For the entries below, state how many lines contain the word "West" and add nothing else.

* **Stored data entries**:
┄┄┄┄┄┄

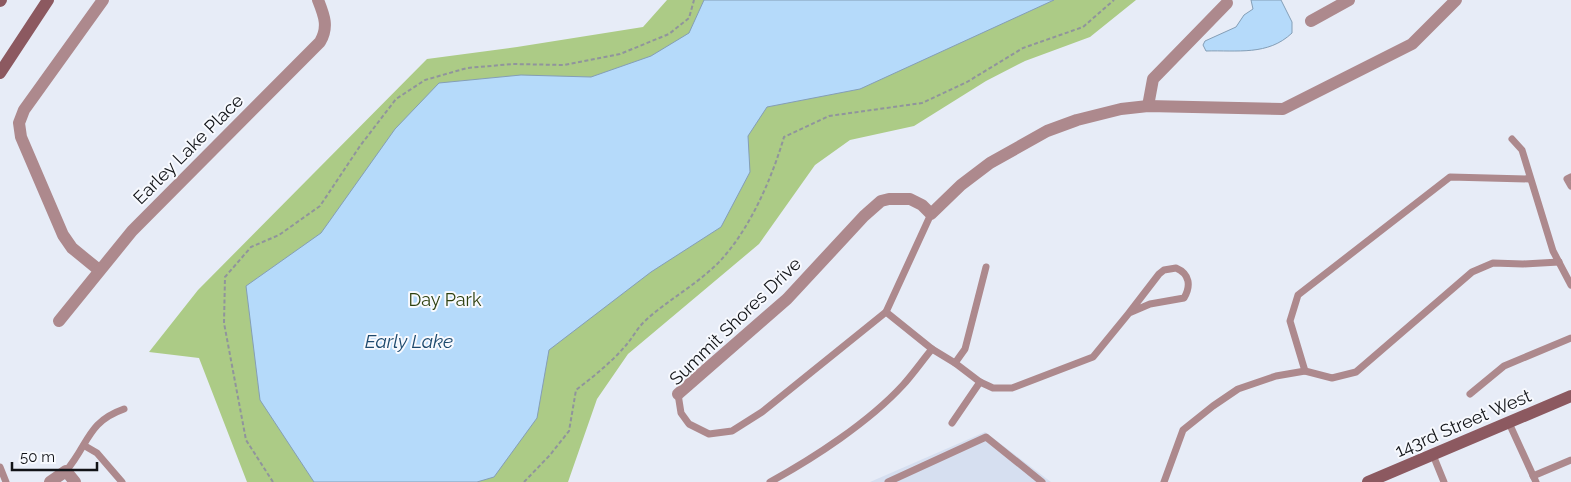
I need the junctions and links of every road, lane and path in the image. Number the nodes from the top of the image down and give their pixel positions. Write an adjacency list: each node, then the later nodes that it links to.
1 (48, 0): 10 (street)
2 (103, 0): 19 (street)
3 (318, 0): 19 (street, Earley Lake Place)
4 (694, 0): 45 (path)
5 (1114, 0): 46 (path)
6 (1349, 0): 9 (street)
7 (1456, 0): 11 (street, Summit Shores Drive)
8 (1227, 3): 11 (street)
9 (1311, 21)
10 (2, 67)
11 (1148, 106): 16 (street, Summit Shores Drive)
12 (1512, 139): 14 (lane)
13 (1571, 177): 15 (lane)
14 (1530, 179): 17 (lane); 27 (lane)
15 (1571, 186)
16 (931, 214): 21 (lane, Summit Shores Drive); 29 (street, Summit Shores Drive)
17 (1559, 262): 20 (lane); 27 (lane)
18 (986, 267): 26 (lane)
19 (99, 270): 23 (street, Earley Lake Place)
20 (1571, 285)
21 (886, 312): 25 (lane); 29 (lane, Summit Shores Drive)
22 (1129, 312): 22 (lane); 28 (lane)
23 (59, 321)
24 (1571, 338): 30 (lane)
25 (932, 349): 26 (lane); 47 (lane)
26 (955, 363): 28 (lane)
27 (1306, 370): 50 (lane)
28 (980, 382): 33 (lane)
29 (678, 394)
30 (1470, 394)
31 (1571, 396): 34 (street, 143rd Street West)
32 (124, 409): 35 (lane)
33 (952, 423)
34 (1510, 423): 36 (street, 143rd Street West); 40 (lane)
35 (85, 446): 39 (lane); 44 (lane)
36 (1432, 455): 51 (street, 143rd Street West); 52 (lane)
37 (1571, 460): 40 (lane)
38 (0, 467): 41 (lane)
39 (66, 471): 42 (street); 43 (street)
40 (1534, 479)
41 (6, 482)
42 (50, 482)
43 (75, 482)
44 (122, 482)
45 (273, 482)
46 (524, 482)
47 (770, 482)
48 (888, 482): 49 (lane)
49 (1042, 482)
50 (1164, 482)
51 (1368, 482)
52 (1444, 482)

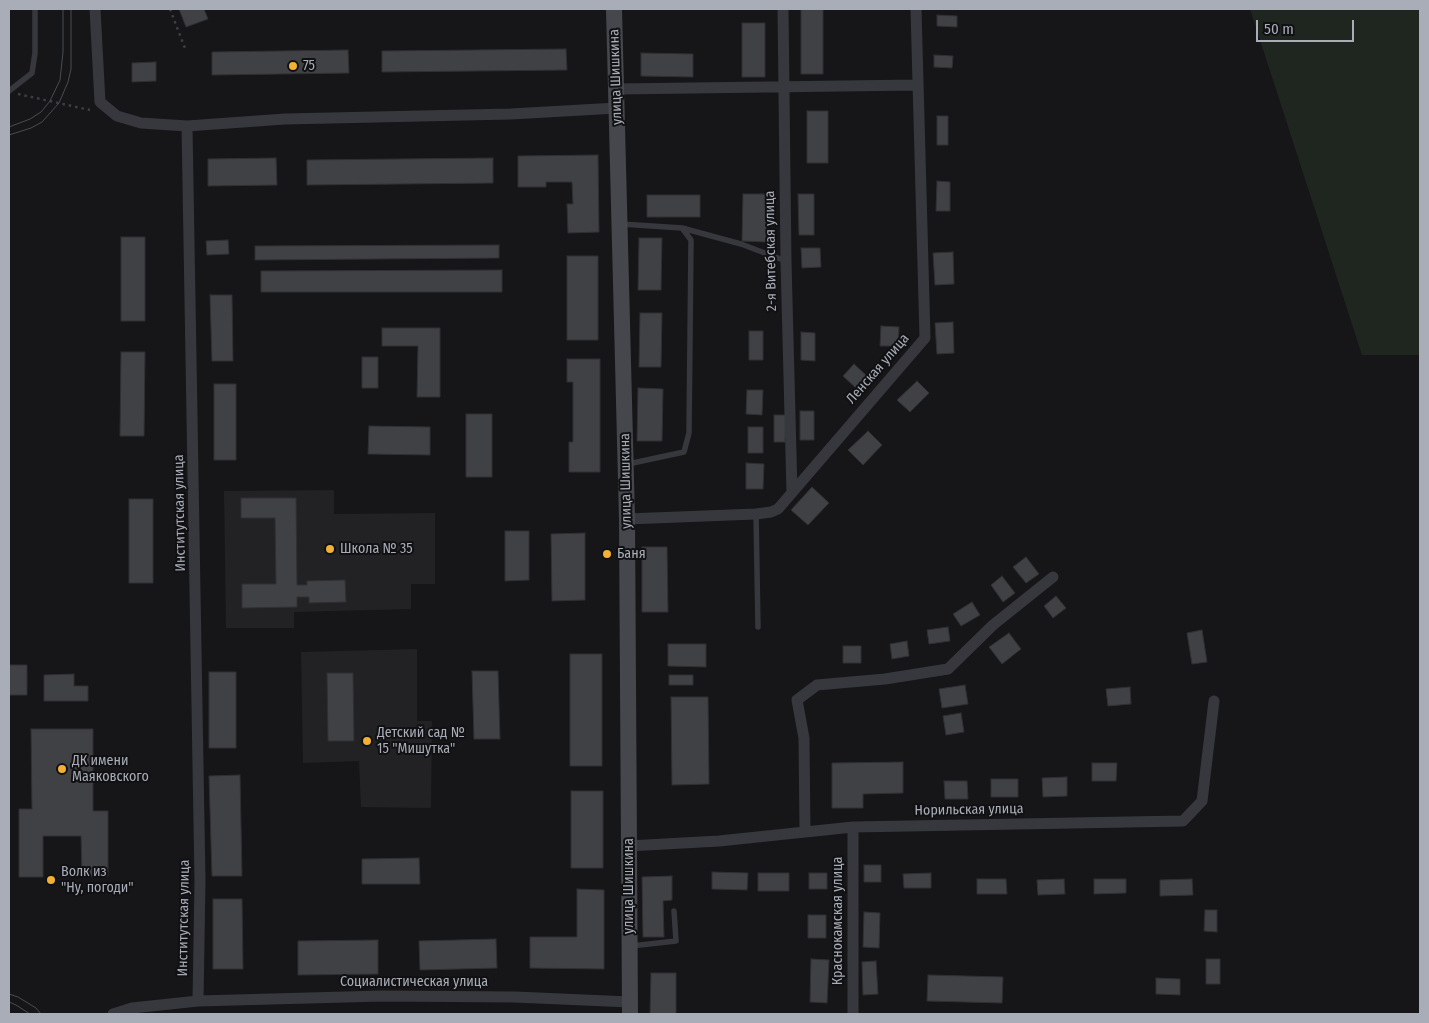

┄┄┄┄┄┄

* **ANSWER TO THIS PROBLEM**: 3